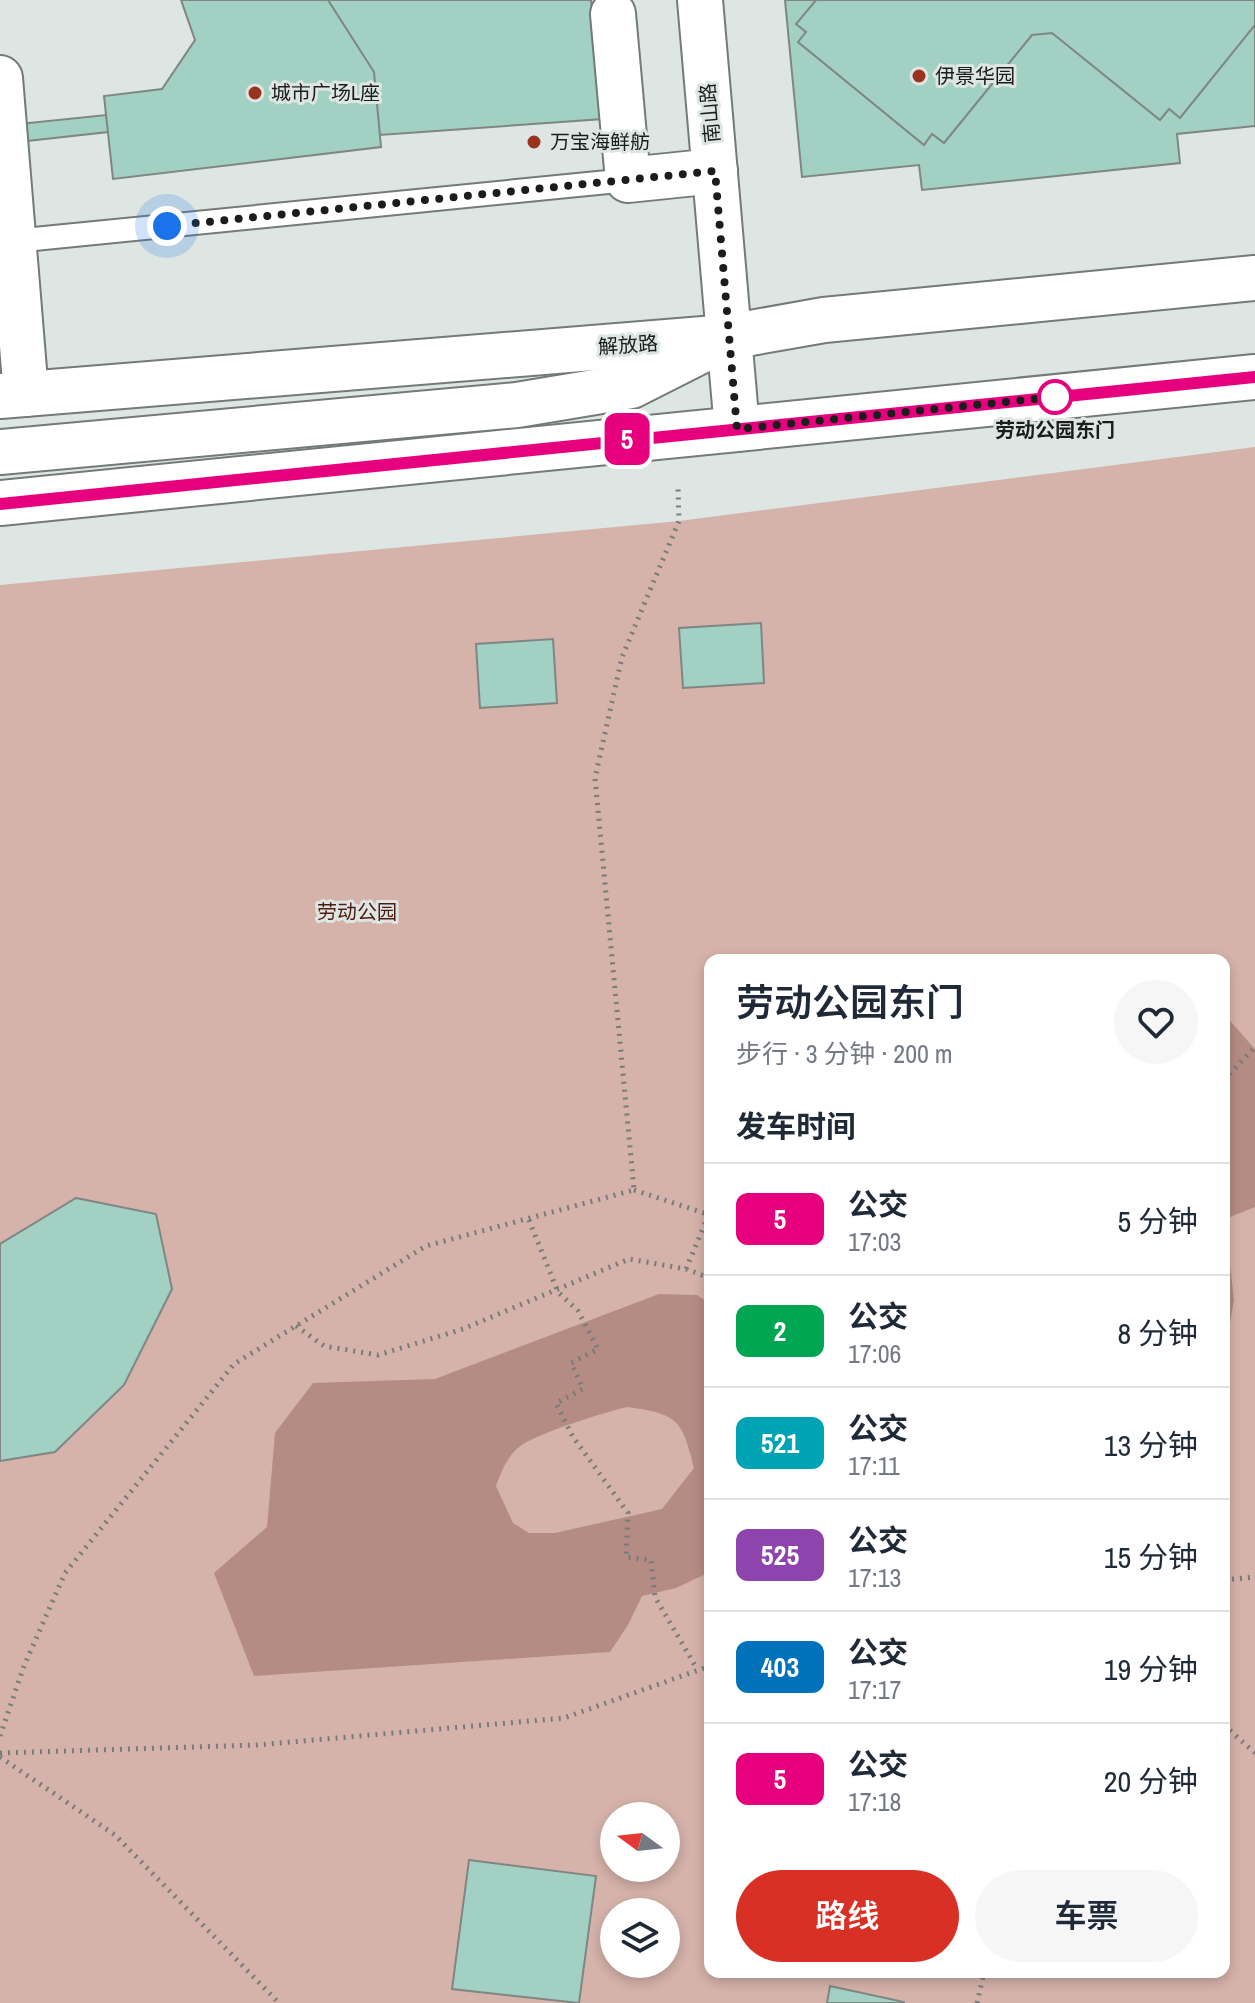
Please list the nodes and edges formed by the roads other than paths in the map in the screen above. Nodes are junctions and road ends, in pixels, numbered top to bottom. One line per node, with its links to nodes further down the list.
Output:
1 (700, 0): 4 (main road, 南山路)
2 (613, 14): 5 (main road)
3 (0, 78): 6 (main road)
4 (715, 171): 5 (main road); 8 (main road, 南山路)
5 (628, 180): 6 (lane)
6 (10, 266): 10 (main road)
7 (1255, 278): 8 (main road, 解放路)
8 (728, 337): 10 (main road, 解放路); 11 (main road, 南山路); 12 (main road)
9 (1255, 377): 11 (main road)
10 (13, 395)
11 (737, 429): 13 (main road)
12 (0, 452)
13 (0, 503)

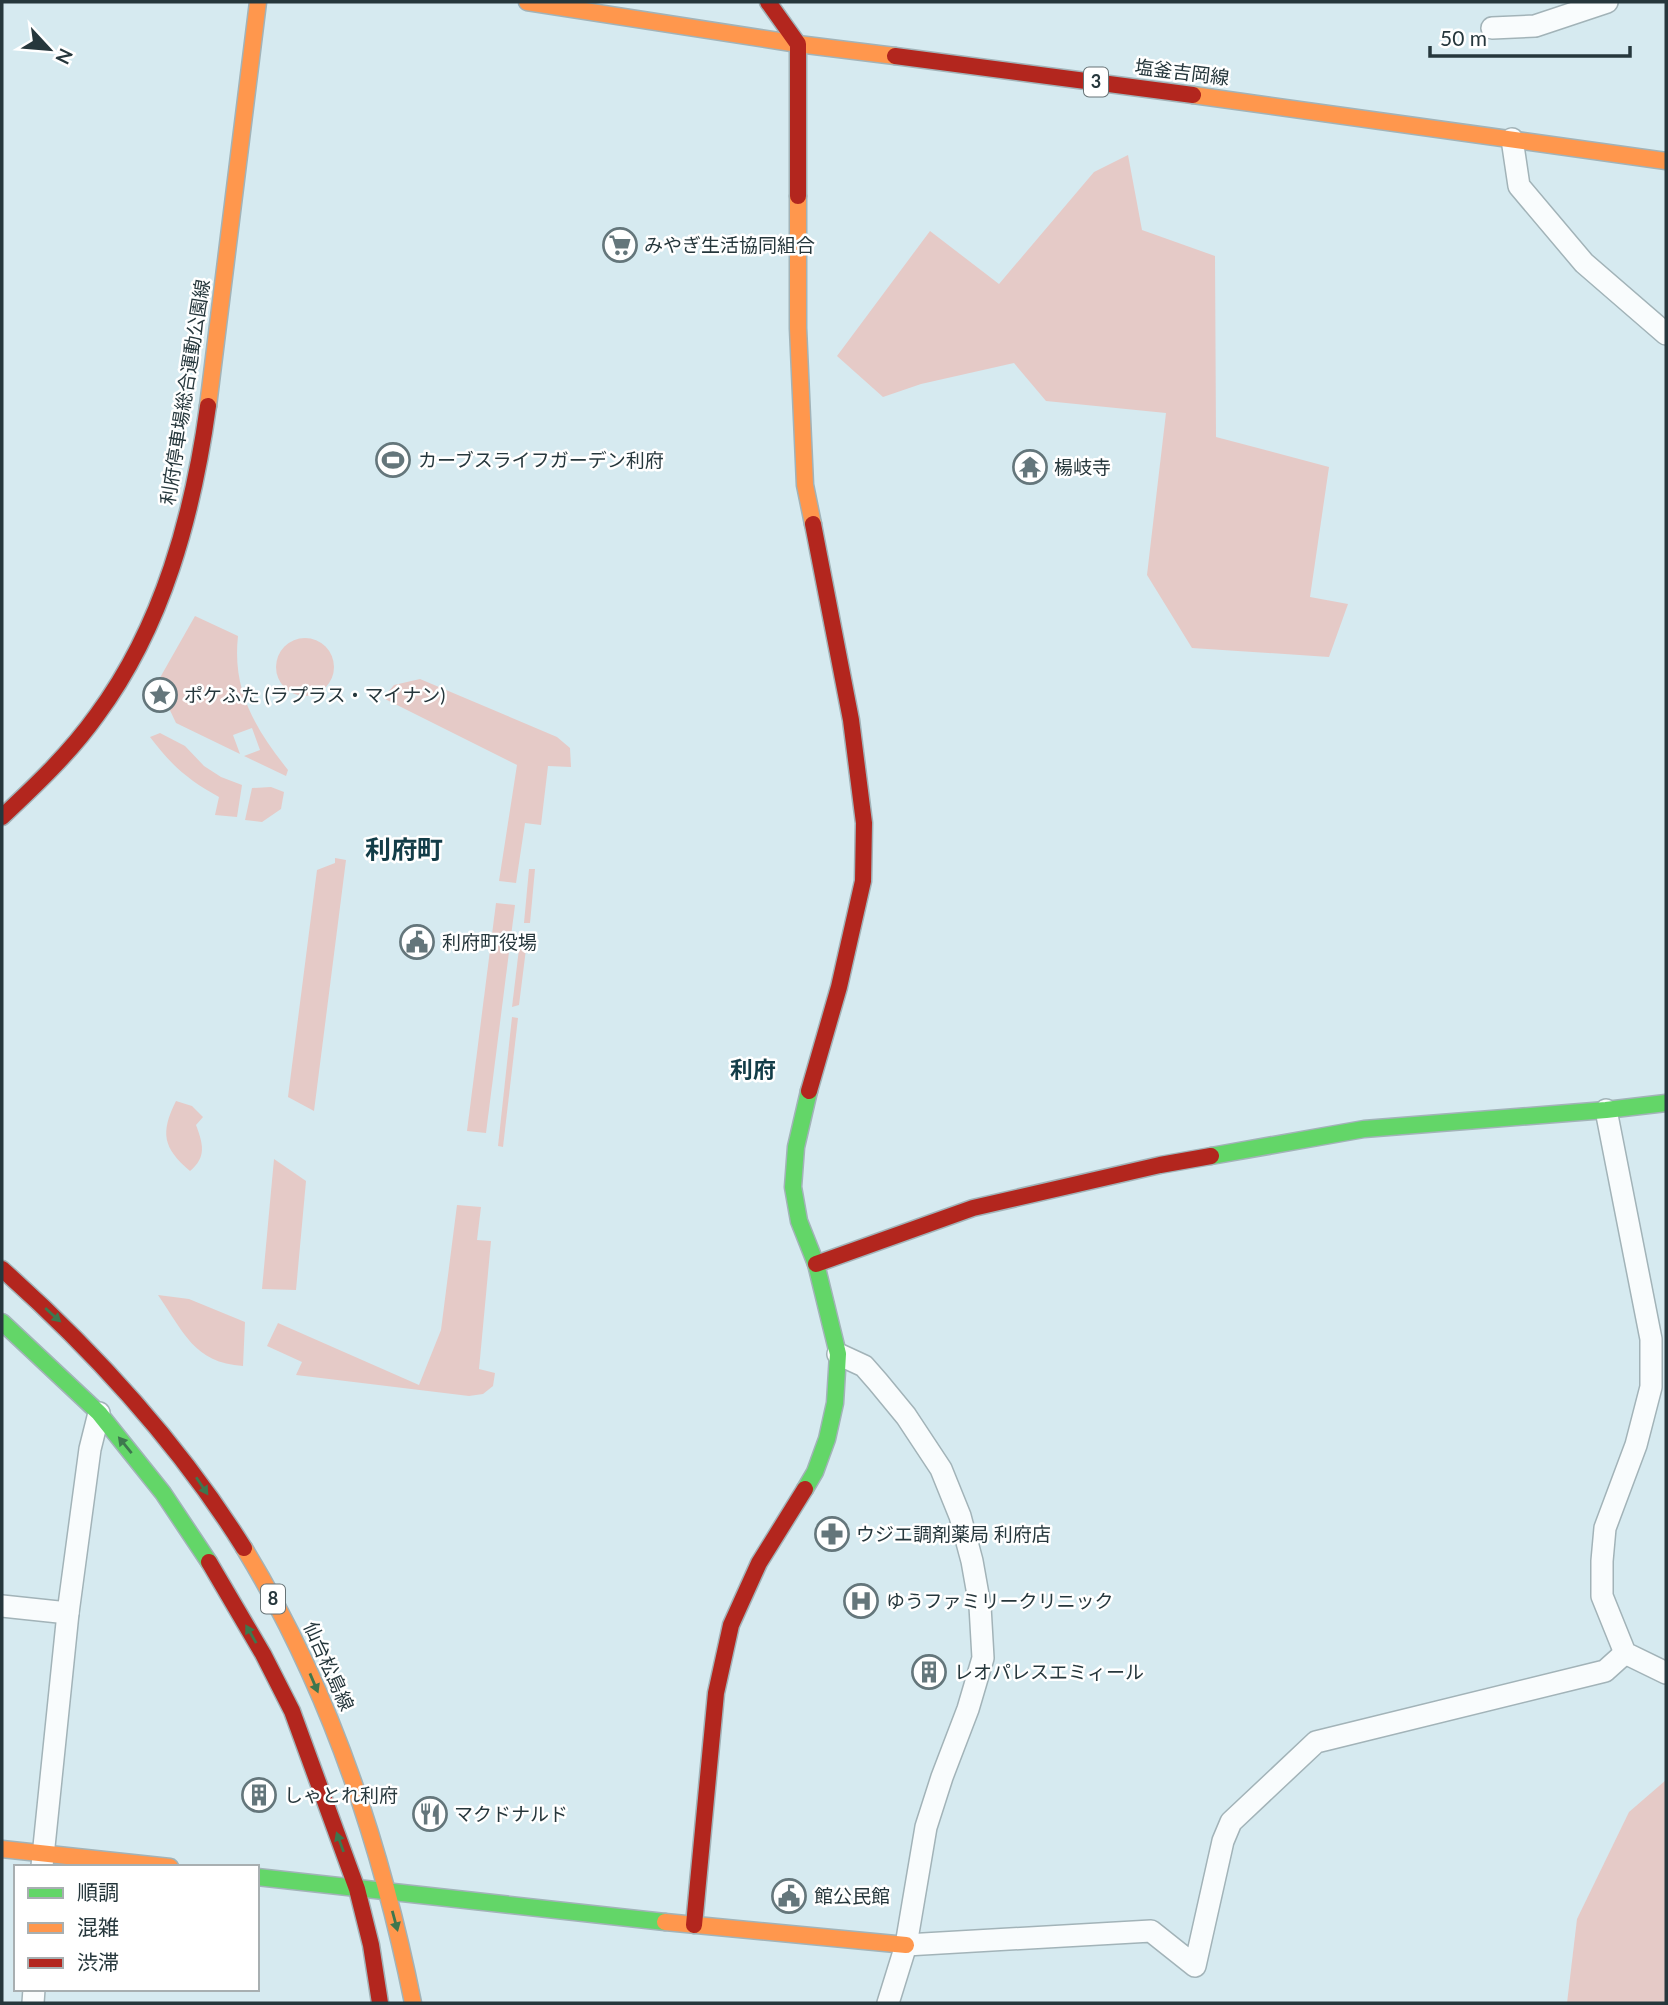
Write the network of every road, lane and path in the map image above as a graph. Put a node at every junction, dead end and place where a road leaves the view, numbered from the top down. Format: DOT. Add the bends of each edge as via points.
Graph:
graph roads {
  1 [pos="258,2"];
  2 [pos="527,2"];
  3 [pos="768,2"];
  4 [pos="1607,2"];
  5 [pos="1492,28"];
  6 [pos="798,44"];
  7 [pos="1512,139"];
  8 [pos="1666,161"];
  9 [pos="1666,334"];
  10 [pos="2,817"];
  11 [pos="1666,1103"];
  12 [pos="1606,1110"];
  13 [pos="816,1264"];
  14 [pos="2,1269"];
  15 [pos="2,1322"];
  16 [pos="838,1354"];
  17 [pos="99,1413"];
  18 [pos="2,1606"];
  19 [pos="68,1613"];
  20 [pos="1625,1653"];
  21 [pos="1666,1673"];
  22 [pos="2,1849"];
  23 [pos="42,1859"];
  24 [pos="138,1865"];
  25 [pos="259,1877"];
  26 [pos="357,1889"];
  27 [pos="387,1891"];
  28 [pos="694,1925"];
  29 [pos="906,1945"];
  30 [pos="380,2003"];
  31 [pos="413,2003"];
  32 [pos="888,2003"];
  1 -- 10 [label="main road, 利府停車場総合運動公園線" via="197,472 175,557 121,680 88,728"];
  2 -- 6 [label="main road, 塩釜吉岡線 / 3"];
  3 -- 6 [label="main road"];
  4 -- 5 [label="street" via="1535,26"];
  6 -- 7 [label="main road, 塩釜吉岡線 / 3"];
  6 -- 13 [label="main road" via="798,328 806,485 851,720 864,823 863,881 796,1147 795,1199"];
  7 -- 8 [label="main road, 塩釜吉岡線 / 3"];
  7 -- 9 [label="street" via="1518,186 1584,262"];
  11 -- 12 [label="main road"];
  12 -- 13 [label="main road" via="1364,1129 1160,1166 973,1208"];
  12 -- 20 [label="street" via="1651,1339 1651,1387 1636,1445 1605,1528 1602,1562 1602,1596"];
  13 -- 16 [label="main road"];
  14 -- 27 [label="main road, 仙台松島線 / 8, one-way" via="63,1324 136,1402 190,1469 244,1548 295,1637 345,1756"];
  15 -- 17 [label="main road, 8"];
  16 -- 28 [label="main road" via="835,1403 815,1472 758,1563 731,1625 716,1693"];
  16 -- 29 [label="street" via="864,1366 906,1416 941,1469 963,1527 980,1606 983,1658 926,1827"];
  17 -- 19 [label="street"];
  26 -- 17 [label="main road, 8, one-way" via="292,1711 263,1654 163,1493"];
  18 -- 19 [label="street"];
  19 -- 23 [label="street"];
  20 -- 21 [label="street"];
  20 -- 29 [label="street" via="1605,1671 1316,1742 1231,1822 1195,1966 1151,1931"];
  22 -- 23 [label="main road"];
  23 -- 24 [label="main road"];
  25 -- 26 [label="main road"];
  26 -- 27 [label="main road"];
  26 -- 30 [label="main road, 8"];
  27 -- 28 [label="main road"];
  27 -- 31 [label="main road, 仙台松島線 / 8, one-way"];
  28 -- 29 [label="main road"];
  29 -- 32 [label="street"];
}
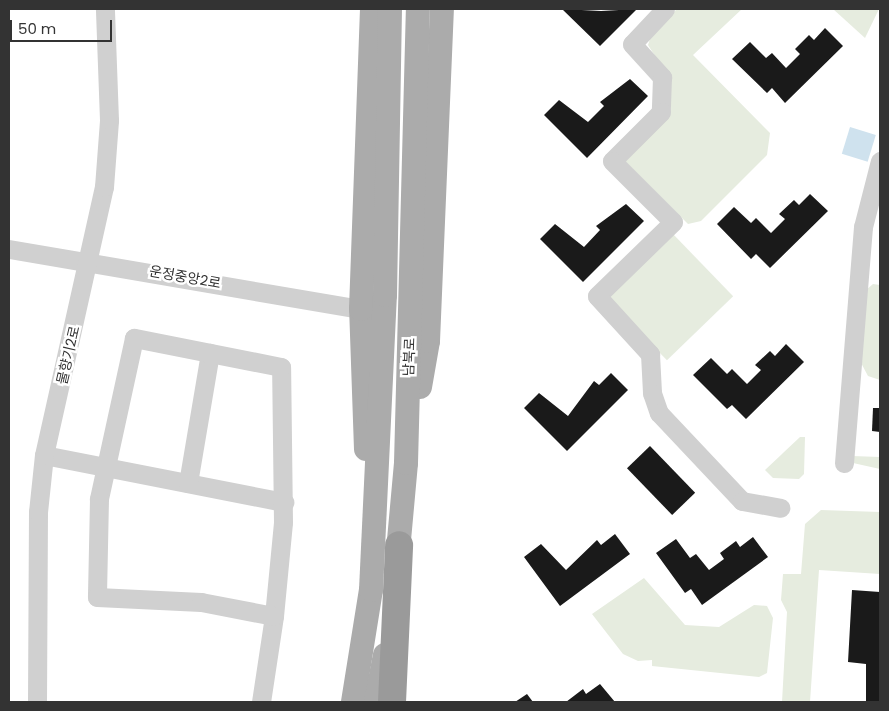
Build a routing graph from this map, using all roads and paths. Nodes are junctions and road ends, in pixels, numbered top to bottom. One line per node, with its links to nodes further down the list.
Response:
======
» WORK TASK
Transcribe the listing above exactly, leaving every picture out.

» SOLUTION
Please list the nodes and edges formed by the roads other than paths in the map in the screen above. Nodes are junctions and road ends, in pixels, numbered top to bottom. One line per node, with its links to nodes further down the list.
Output:
1 (700, 0): 4 (main road, 南山路)
2 (613, 14): 5 (main road)
3 (0, 78): 6 (main road)
4 (715, 171): 5 (main road); 8 (main road, 南山路)
5 (628, 180): 6 (lane)
6 (10, 266): 10 (main road)
7 (1255, 278): 8 (main road, 解放路)
8 (728, 337): 10 (main road, 解放路); 11 (main road, 南山路); 12 (main road)
9 (1255, 377): 11 (main road)
10 (13, 395)
11 (737, 429): 13 (main road)
12 (0, 452)
13 (0, 503)

Write the network of every road, lane and path in the map image above as a graph. Put a node at every junction, dead end and place where a road leaves the view, numbered from the top down. Format: DOT. Add the bends of each edge as via points.
Graph:
graph roads {
  1 [pos="258,2"];
  2 [pos="527,2"];
  3 [pos="768,2"];
  4 [pos="1607,2"];
  5 [pos="1492,28"];
  6 [pos="798,44"];
  7 [pos="1512,139"];
  8 [pos="1666,161"];
  9 [pos="1666,334"];
  10 [pos="2,817"];
  11 [pos="1666,1103"];
  12 [pos="1606,1110"];
  13 [pos="816,1264"];
  14 [pos="2,1269"];
  15 [pos="2,1322"];
  16 [pos="838,1354"];
  17 [pos="99,1413"];
  18 [pos="2,1606"];
  19 [pos="68,1613"];
  20 [pos="1625,1653"];
  21 [pos="1666,1673"];
  22 [pos="2,1849"];
  23 [pos="42,1859"];
  24 [pos="138,1865"];
  25 [pos="259,1877"];
  26 [pos="357,1889"];
  27 [pos="387,1891"];
  28 [pos="694,1925"];
  29 [pos="906,1945"];
  30 [pos="380,2003"];
  31 [pos="413,2003"];
  32 [pos="888,2003"];
  1 -- 10 [label="main road, 利府停車場総合運動公園線" via="197,472 175,557 121,680 88,728"];
  2 -- 6 [label="main road, 塩釜吉岡線 / 3"];
  3 -- 6 [label="main road"];
  4 -- 5 [label="street" via="1535,26"];
  6 -- 7 [label="main road, 塩釜吉岡線 / 3"];
  6 -- 13 [label="main road" via="798,328 806,485 851,720 864,823 863,881 796,1147 795,1199"];
  7 -- 8 [label="main road, 塩釜吉岡線 / 3"];
  7 -- 9 [label="street" via="1518,186 1584,262"];
  11 -- 12 [label="main road"];
  12 -- 13 [label="main road" via="1364,1129 1160,1166 973,1208"];
  12 -- 20 [label="street" via="1651,1339 1651,1387 1636,1445 1605,1528 1602,1562 1602,1596"];
  13 -- 16 [label="main road"];
  14 -- 27 [label="main road, 仙台松島線 / 8, one-way" via="63,1324 136,1402 190,1469 244,1548 295,1637 345,1756"];
  15 -- 17 [label="main road, 8"];
  16 -- 28 [label="main road" via="835,1403 815,1472 758,1563 731,1625 716,1693"];
  16 -- 29 [label="street" via="864,1366 906,1416 941,1469 963,1527 980,1606 983,1658 926,1827"];
  17 -- 19 [label="street"];
  26 -- 17 [label="main road, 8, one-way" via="292,1711 263,1654 163,1493"];
  18 -- 19 [label="street"];
  19 -- 23 [label="street"];
  20 -- 21 [label="street"];
  20 -- 29 [label="street" via="1605,1671 1316,1742 1231,1822 1195,1966 1151,1931"];
  22 -- 23 [label="main road"];
  23 -- 24 [label="main road"];
  25 -- 26 [label="main road"];
  26 -- 27 [label="main road"];
  26 -- 30 [label="main road, 8"];
  27 -- 28 [label="main road"];
  27 -- 31 [label="main road, 仙台松島線 / 8, one-way"];
  28 -- 29 [label="main road"];
  29 -- 32 [label="street"];
}
Build a routing graph from this map, using all roads and paths. Nodes are junctions and road ends, in pixels, numbered top to bottom. One line per node, with its links to nodes further down the list.
Response:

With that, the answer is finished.